Vegas violence and reader’s wisdom for healing broken world

COFFEE WITH WARREN, with Warren Harbeck
Cochrane Eagle, October 5, 2017

Dr. David Lertzman’s Yom Kippur reflections
emphasize our individual role in Tikkun Olam,
“the healing of a broken world.”
Graphic by Warren Harbeck with Adobe Clip Art

I had just turned on my computer and read the beautiful Yom Kippur (Jewish High Holy Day) reflections one of our Cochrane coffee companions had emailed me. Then I turned on the radio and heard the news that was anything but beautiful: the mass shooting in Las Vegas over the weekend. Was there significance in the timing?

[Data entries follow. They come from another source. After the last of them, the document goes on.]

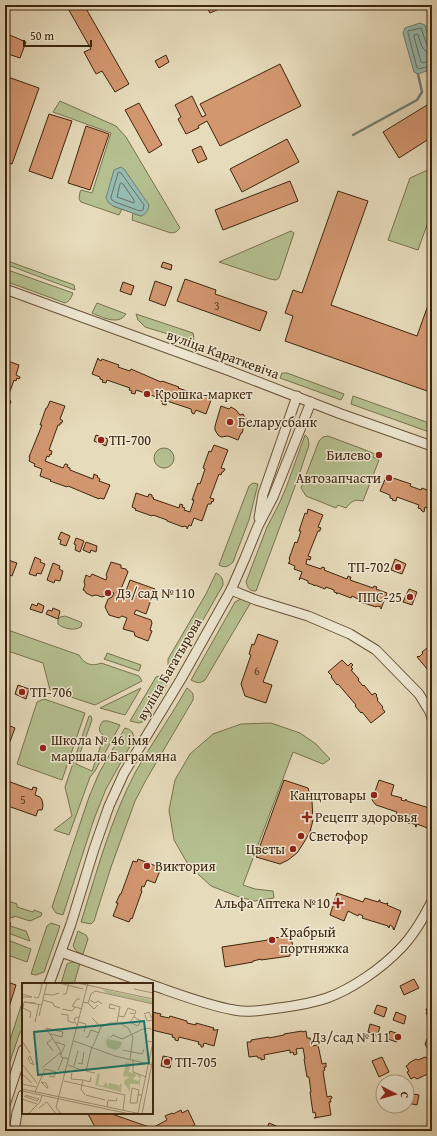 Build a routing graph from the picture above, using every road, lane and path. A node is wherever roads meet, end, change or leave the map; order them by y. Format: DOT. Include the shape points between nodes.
graph roads {
  1 [pos="5,289"];
  2 [pos="297,396"];
  3 [pos="312,402"];
  4 [pos="432,446"];
  5 [pos="258,526"];
  6 [pos="231,590"];
  7 [pos="432,718"];
  8 [pos="432,901"];
  9 [pos="61,952"];
  10 [pos="50,983"];
  11 [pos="148,983"];
  12 [pos="153,985"];
  13 [pos="22,1053"];
  14 [pos="22,1098"];
  15 [pos="5,1105"];
  16 [pos="14,1131"];
  1 -- 2 [label="street, вуліца Караткевіча"];
  2 -- 3 [label="street, вуліца Караткевіча"];
  2 -- 5 [label="street, вуліца Багатырова" via="262,494"];
  3 -- 4 [label="street, вуліца Караткевіча"];
  3 -- 5 [label="street, вуліца Багатырова" via="273,498"];
  5 -- 6 [label="street, вуліца Багатырова"];
  6 -- 7 [label="street" via="308,616 350,634 376,650 419,694"];
  6 -- 9 [label="street, вуліца Багатырова" via="124,773 109,806"];
  8 -- 12 [label="street" via="401,949 360,981 327,998 286,1007 242,1011 194,1000"];
  9 -- 10 [label="street, вуліца Багатырова"];
  9 -- 11 [label="street"];
  13 -- 15 [label="street"];
  14 -- 16 [label="street"];
}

Dr. David Lertzman, a faculty member of the University of Calgary’s Haskayne School of Business, is a familiar face to many around our foothills community as a singer-songwriter of ballads celebrating the beauty of our common humanity.

But what are we to do when that beauty is violated? When our world is shattered, how can we put the pieces together again? David’s Yom Kippur reflections offer a way rooted in the teachings of Jewish mysticism. Here is my condensation of his essay:

I FIND MYSELF REFLECTING on the Jewish concept of Tikkun Olam, the restoration or healing of the World,as a model for personal development in service to the Earth’s greater good. Yet, how can this be done with the diffusion of such cruelty, pain and suffering across our beloved Planet? Judaism teaches that sin is collective. We are all responsible for the World, including the problems we witness and experience whether or not we feel we have created them. We must start with ourselves and look within.

Turning within is ultimately about returning to who we are at our Core, our true Self, the Divine Spark of Sacred Mystery within each of us. During the 16th Century in Safed, Israel, Rabbi Isaac Luria popularized the idea of Tikkun Olam. He taught that nothing in this World is without a Spark of the Divine, which is the Core and Essence of every being. Our purpose is to liberate these Divine Sparks in all we do, revealing the beauty and true nature within elevating our Soul and all those we touch.

Two centuries later, the Baal Shem Tov taught that good can be found and celebrated wherever and within whomever one encountered. We are led, as it were, to seek these Divine Sparks who have been waiting for liberation, perhaps since the dawn of Creation. Thus, wherever we go and with whomever we meet, we bring and foster Tikkun in all we do through our thoughts, words and deeds.

When I hold back, when I diminish that Divine Spark within for whatever reason, the World becomes a dimmer, less bright place. The World needs you to shine, to be true to your inner nature, your authentic Self. In giving that gift to the World, you will be giving it to yourself. What greater sense of purpose and call to service could there be than as a Divine Partner in Creation?

—David Lertzman, Ph.D., Waiparous

AT THE TIME of the mass shooting, another of our coffee companions, Tsuu T’ina First Nation Chief Lee Crowchild, was in Las Vegas for meetings. I wrote him to make sure he was safe. He assured me that he was, adding in the spirit of David’s Yom Kippur reflections: “Actions like this should further our resolution to find answers to creating a peace that is inclusive of all people.”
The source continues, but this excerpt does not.